- Born: 12 July 1938 Grimsby, Ontario, Canada
- Died: 2 March 2026 (aged 87)
- Known for: Linguistic variation

Academic background
- Education: Queen's University (MA) University of Alberta (PhD)

Academic work
- Discipline: Linguistics
- Institutions: University of Toronto
- Notable ideas: Canadian raising

= Jack Chambers (linguist) =

Canadian linguist (1938–2026)

John Kenneth Chambers (12 July 1938 – 2 March 2026) was a Canadian linguist, and a well-known expert on language variation and change, who played an important role in research on Canadian English beginning in the 1980s. He coined the terms "Canadian Raising" and "Canadian Dainty", the latter used for Canadian speech that mimics the British, popular till the mid-20th century.

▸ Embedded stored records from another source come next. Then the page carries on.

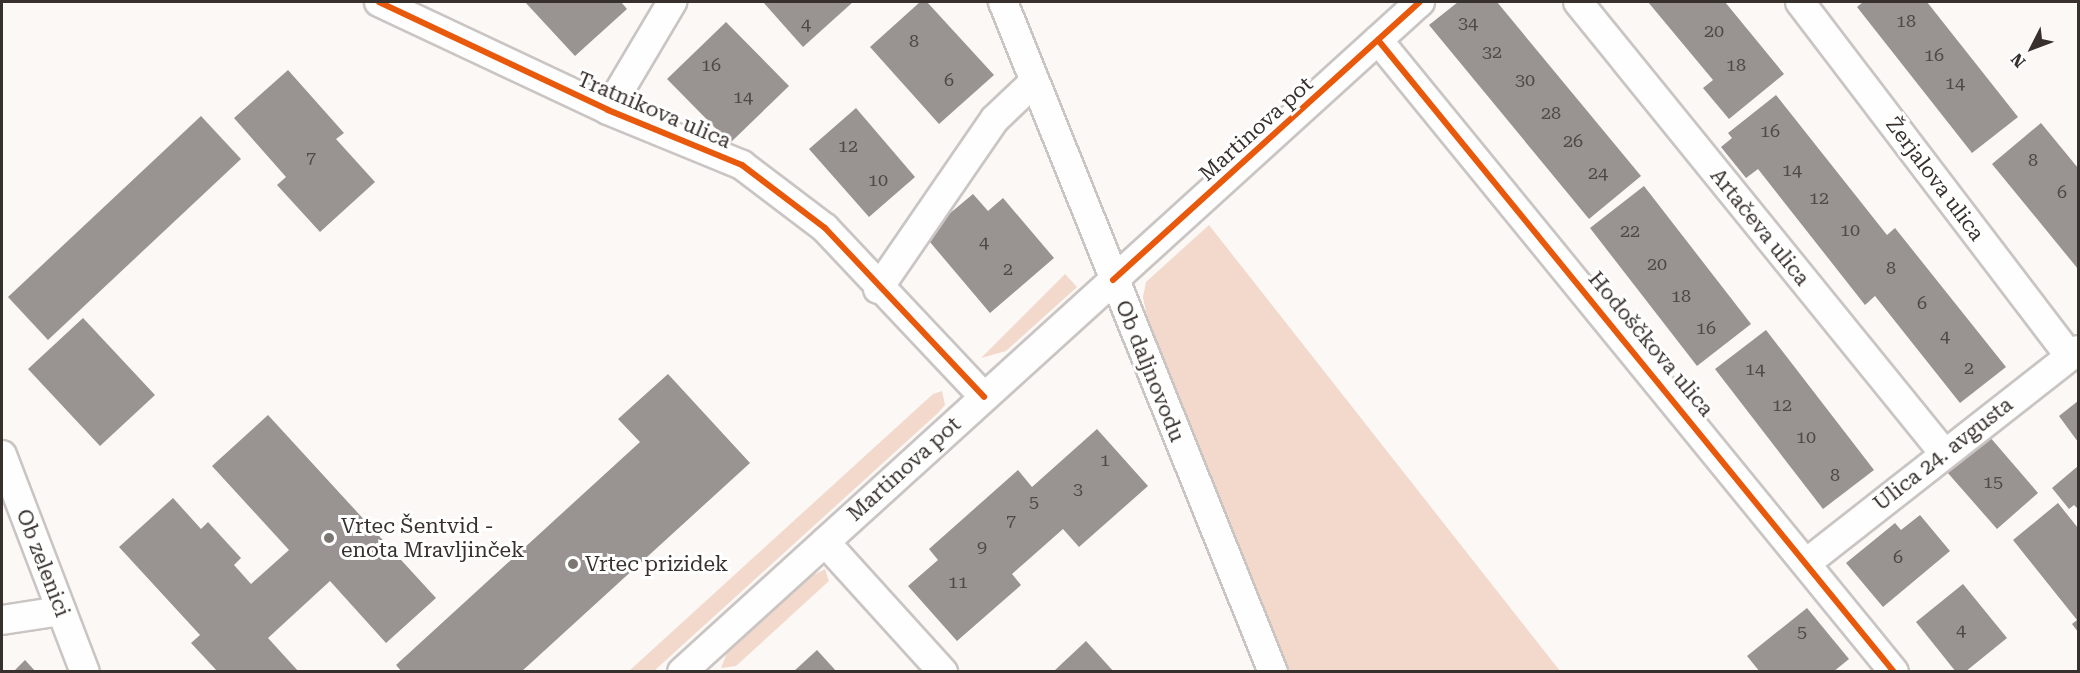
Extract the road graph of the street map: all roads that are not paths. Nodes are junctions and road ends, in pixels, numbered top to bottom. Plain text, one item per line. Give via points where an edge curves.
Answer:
1 (379, 2) edge
2 (672, 2) edge
3 (1003, 2) edge
4 (1420, 2) edge
5 (1578, 2) edge
6 (1800, 2) edge
7 (1378, 40) junction
8 (1033, 83) junction
9 (608, 110) junction
10 (1113, 280) junction
11 (878, 289) junction
12 (2074, 353) edge
13 (984, 397) junction
14 (1943, 452) junction
15 (2, 455) edge
16 (825, 542) junction
17 (1809, 561) junction
18 (61, 611) junction
19 (2, 620) edge
20 (686, 670) edge
21 (85, 672) edge
22 (943, 672) edge
23 (1273, 672) edge
24 (1894, 672) edge

1 - 9 street, Tratnikova ulica
2 - 9 street
3 - 8 street, Ob daljnovodu
4 - 7 street, Martinova pot
5 - 14 street, Artačeva ulica
6 - 12 street, Žerjalova ulica
7 - 10 street, Martinova pot
7 - 17 street, Hodoščkova ulica
8 - 10 street, Ob daljnovodu
8 - 11 street via 995,119
9 - 11 street, Tratnikova ulica via 742,165 825,228
10 - 13 street, Martinova pot
10 - 23 street, Ob daljnovodu
11 - 13 street, Tratnikova ulica
12 - 14 street, Ulica 24. avgusta
13 - 16 street, Martinova pot
14 - 17 street, Ulica 24. avgusta
15 - 18 street, Ob zelenici
16 - 20 street, Martinova pot
16 - 22 street
17 - 24 street, Hodoščkova ulica
18 - 19 street
18 - 21 street, Ob zelenici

Born in Grimsby, Ontario, Chambers was a professor of linguistics at the University of Toronto since receiving his Ph.D. from the University of Alberta in 1970. He was also a visiting professor at many universities worldwide, including Hong Kong University, University of Szeged, Hungary, University of Kiel in Germany, Canterbury University in New Zealand, the University of Reading and the University of York in the United Kingdom. He was the author of the website Dialect Topography, which compiles information about dialectal variation across Canada.

Chambers also wrote extensively on jazz, including such figures as Miles Davis and Duke Ellington.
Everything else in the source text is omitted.